▶ **WHAT IS REQUIRED**
Work through the data below and copy out every line where "graph" is found.

(Collected data)
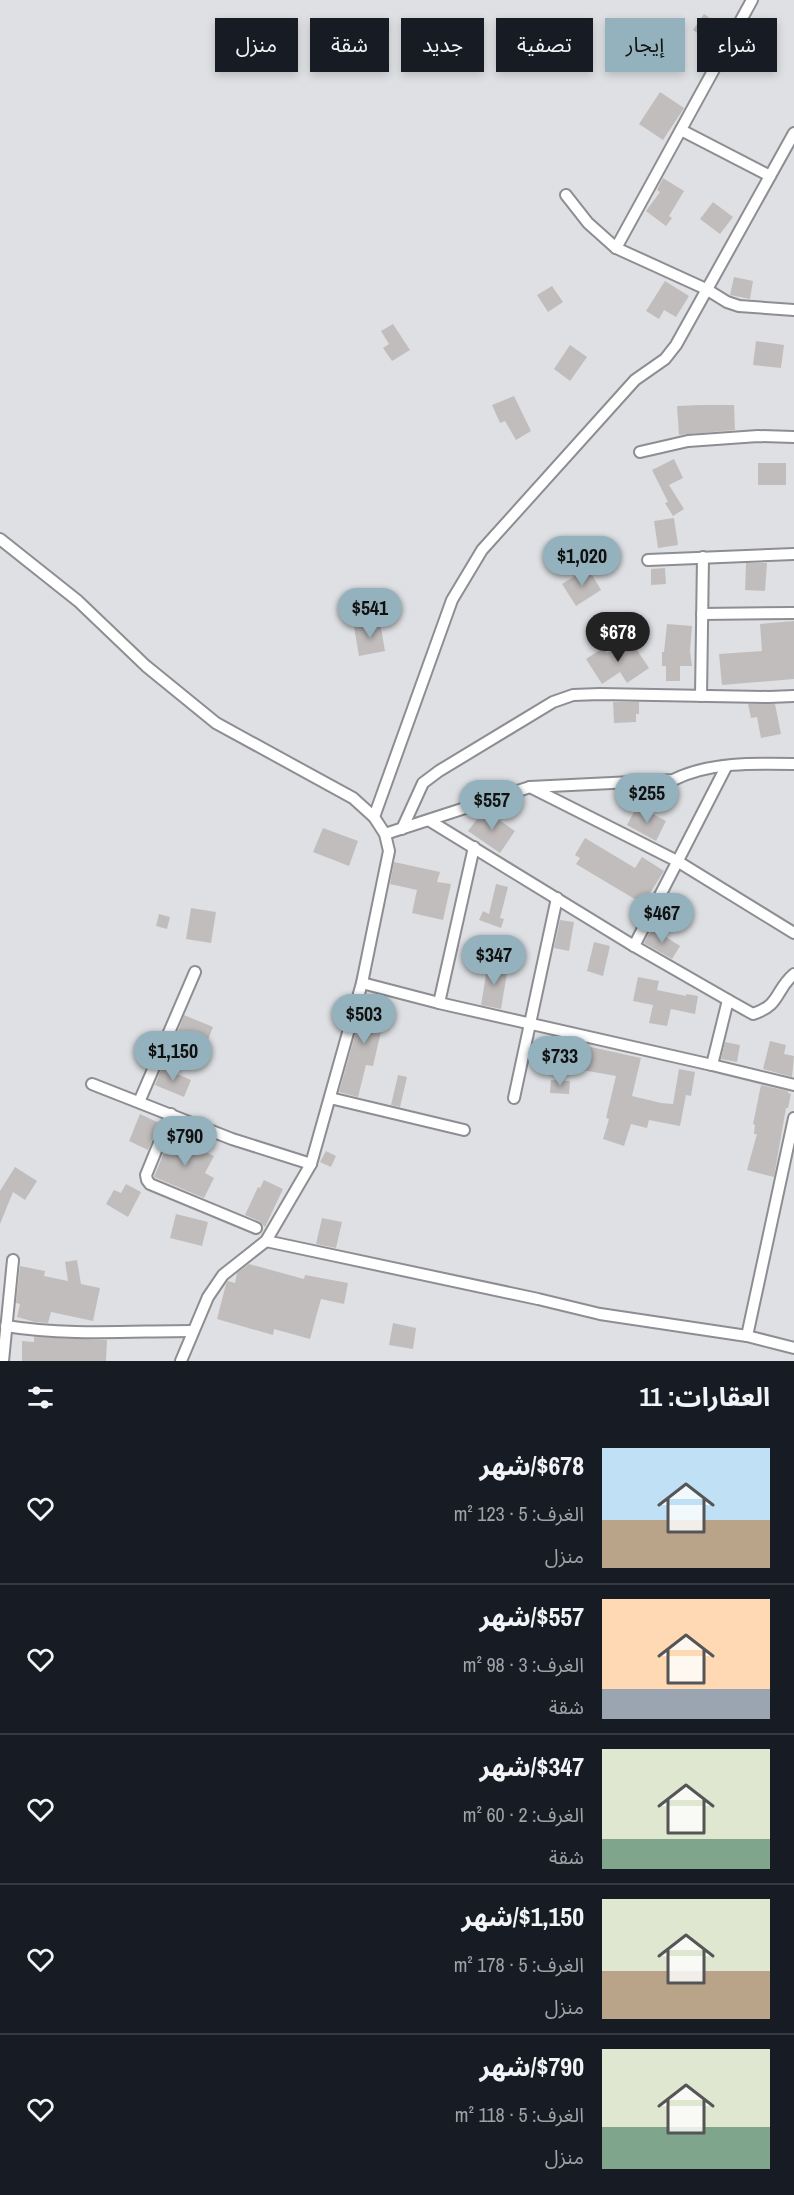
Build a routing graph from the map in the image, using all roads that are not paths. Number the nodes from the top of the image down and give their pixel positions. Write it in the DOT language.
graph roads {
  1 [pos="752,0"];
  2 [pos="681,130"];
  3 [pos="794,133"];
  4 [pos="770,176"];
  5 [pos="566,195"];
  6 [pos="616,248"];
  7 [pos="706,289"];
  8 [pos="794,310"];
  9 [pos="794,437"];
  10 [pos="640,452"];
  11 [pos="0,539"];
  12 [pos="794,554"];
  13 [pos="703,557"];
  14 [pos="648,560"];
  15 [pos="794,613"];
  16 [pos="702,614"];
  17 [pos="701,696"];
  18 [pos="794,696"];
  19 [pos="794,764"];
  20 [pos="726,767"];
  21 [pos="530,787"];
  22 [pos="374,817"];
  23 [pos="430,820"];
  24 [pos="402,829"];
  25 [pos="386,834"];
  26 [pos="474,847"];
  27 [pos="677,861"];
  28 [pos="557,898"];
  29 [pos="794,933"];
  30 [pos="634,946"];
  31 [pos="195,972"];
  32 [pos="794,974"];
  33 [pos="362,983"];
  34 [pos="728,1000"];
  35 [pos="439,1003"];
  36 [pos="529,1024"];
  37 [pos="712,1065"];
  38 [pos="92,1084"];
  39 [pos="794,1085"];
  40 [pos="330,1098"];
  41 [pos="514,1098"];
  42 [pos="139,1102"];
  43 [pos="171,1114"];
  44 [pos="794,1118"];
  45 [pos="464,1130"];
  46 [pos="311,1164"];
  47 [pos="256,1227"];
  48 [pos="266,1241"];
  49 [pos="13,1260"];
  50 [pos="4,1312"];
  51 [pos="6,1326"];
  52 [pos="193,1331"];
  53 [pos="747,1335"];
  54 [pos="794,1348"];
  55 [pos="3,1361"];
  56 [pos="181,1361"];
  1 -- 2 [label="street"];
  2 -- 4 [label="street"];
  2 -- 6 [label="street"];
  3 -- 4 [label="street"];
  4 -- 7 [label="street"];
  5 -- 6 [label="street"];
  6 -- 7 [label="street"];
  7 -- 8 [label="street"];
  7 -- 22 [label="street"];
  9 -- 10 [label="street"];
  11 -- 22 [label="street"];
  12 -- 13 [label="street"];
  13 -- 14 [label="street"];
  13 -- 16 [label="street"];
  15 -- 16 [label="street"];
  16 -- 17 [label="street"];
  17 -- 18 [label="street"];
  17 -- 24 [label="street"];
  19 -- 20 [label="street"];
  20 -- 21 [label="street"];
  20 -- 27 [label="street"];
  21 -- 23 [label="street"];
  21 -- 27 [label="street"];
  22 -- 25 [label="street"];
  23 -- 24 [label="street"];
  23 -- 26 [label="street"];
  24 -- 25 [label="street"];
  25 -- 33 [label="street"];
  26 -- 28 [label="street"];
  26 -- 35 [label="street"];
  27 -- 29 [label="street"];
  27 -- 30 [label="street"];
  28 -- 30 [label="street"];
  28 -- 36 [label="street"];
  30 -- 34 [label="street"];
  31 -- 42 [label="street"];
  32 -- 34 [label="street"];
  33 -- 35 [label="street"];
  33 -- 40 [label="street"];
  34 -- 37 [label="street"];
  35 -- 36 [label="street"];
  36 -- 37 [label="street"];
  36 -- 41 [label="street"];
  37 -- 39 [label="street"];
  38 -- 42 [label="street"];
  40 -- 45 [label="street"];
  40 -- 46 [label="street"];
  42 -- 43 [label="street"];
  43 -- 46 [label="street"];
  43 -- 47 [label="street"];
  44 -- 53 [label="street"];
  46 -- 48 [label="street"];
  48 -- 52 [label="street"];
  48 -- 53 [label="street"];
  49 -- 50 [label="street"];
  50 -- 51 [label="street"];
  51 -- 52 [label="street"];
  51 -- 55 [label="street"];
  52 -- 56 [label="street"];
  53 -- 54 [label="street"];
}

▶ **ANSWER SPACE**
Build a routing graph from the map in the image, using all roads that are not paths. Number the nodes from the top of the image down and give their pixel positions. Write it in the DOT language.
graph roads {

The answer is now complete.